[The data Boundary: Start]

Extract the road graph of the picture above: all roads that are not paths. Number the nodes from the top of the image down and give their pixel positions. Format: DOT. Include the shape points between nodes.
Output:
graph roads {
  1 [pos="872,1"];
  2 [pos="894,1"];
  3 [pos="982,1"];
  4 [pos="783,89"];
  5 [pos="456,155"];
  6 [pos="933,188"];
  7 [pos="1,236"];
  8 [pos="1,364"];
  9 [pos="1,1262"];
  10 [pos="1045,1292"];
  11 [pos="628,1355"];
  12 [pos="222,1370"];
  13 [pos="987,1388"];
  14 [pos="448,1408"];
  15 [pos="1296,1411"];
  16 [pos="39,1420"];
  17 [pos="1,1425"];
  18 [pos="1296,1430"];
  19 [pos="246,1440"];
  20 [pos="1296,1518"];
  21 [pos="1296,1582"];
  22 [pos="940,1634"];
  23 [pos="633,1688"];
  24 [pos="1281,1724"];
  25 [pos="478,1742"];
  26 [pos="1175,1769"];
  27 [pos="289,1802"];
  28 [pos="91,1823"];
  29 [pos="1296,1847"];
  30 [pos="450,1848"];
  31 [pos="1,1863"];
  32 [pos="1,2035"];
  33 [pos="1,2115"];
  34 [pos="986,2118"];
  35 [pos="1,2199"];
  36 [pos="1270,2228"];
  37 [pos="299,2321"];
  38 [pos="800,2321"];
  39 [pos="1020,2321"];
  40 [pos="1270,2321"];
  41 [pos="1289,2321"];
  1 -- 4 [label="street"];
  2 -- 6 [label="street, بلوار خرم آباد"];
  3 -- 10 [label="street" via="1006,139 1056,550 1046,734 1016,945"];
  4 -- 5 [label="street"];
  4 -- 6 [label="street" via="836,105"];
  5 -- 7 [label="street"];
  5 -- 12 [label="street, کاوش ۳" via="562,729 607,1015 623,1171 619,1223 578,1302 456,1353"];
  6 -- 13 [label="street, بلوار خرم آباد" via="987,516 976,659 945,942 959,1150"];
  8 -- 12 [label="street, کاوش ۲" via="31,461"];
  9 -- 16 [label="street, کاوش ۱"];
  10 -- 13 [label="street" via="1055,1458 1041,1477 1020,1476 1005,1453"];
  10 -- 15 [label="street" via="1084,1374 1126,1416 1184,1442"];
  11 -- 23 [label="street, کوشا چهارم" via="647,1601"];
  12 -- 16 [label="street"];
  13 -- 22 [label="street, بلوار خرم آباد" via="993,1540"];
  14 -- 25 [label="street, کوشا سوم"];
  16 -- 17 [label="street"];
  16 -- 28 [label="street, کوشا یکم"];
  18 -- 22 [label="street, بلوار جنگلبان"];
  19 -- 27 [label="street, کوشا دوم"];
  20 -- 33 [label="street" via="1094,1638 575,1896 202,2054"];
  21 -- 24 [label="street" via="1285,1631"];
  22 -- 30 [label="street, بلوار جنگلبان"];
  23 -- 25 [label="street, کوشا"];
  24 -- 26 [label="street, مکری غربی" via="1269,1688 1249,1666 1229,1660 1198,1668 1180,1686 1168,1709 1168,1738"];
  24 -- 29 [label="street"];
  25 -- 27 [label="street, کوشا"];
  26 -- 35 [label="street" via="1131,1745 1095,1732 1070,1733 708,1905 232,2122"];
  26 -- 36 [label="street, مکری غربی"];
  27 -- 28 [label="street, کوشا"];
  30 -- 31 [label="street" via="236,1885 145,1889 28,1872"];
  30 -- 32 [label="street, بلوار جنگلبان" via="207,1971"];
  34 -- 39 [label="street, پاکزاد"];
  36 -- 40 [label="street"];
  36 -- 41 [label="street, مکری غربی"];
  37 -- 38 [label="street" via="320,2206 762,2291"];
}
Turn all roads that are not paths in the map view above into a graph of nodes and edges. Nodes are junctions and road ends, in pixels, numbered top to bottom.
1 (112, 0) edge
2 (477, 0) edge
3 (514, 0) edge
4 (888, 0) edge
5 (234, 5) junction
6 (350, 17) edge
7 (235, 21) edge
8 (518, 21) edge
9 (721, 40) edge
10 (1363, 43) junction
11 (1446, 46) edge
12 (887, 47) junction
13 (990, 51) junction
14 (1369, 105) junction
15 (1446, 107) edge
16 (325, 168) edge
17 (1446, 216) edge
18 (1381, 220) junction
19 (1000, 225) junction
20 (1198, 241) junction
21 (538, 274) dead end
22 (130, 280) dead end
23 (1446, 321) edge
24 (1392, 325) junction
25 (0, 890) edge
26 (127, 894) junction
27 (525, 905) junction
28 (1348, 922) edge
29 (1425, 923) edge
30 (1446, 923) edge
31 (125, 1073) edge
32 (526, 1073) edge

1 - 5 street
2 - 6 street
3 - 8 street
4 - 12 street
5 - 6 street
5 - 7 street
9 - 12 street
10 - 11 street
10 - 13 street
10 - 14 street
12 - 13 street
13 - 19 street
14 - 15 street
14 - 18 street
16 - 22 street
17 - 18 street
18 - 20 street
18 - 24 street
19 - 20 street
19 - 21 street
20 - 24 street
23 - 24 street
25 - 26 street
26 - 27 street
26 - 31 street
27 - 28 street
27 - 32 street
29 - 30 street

[The data Boundary: End]

Work instruction: Your answer should be a single number: the tally of lines in the entries that include the word "غربی".

Response to the exercise: 3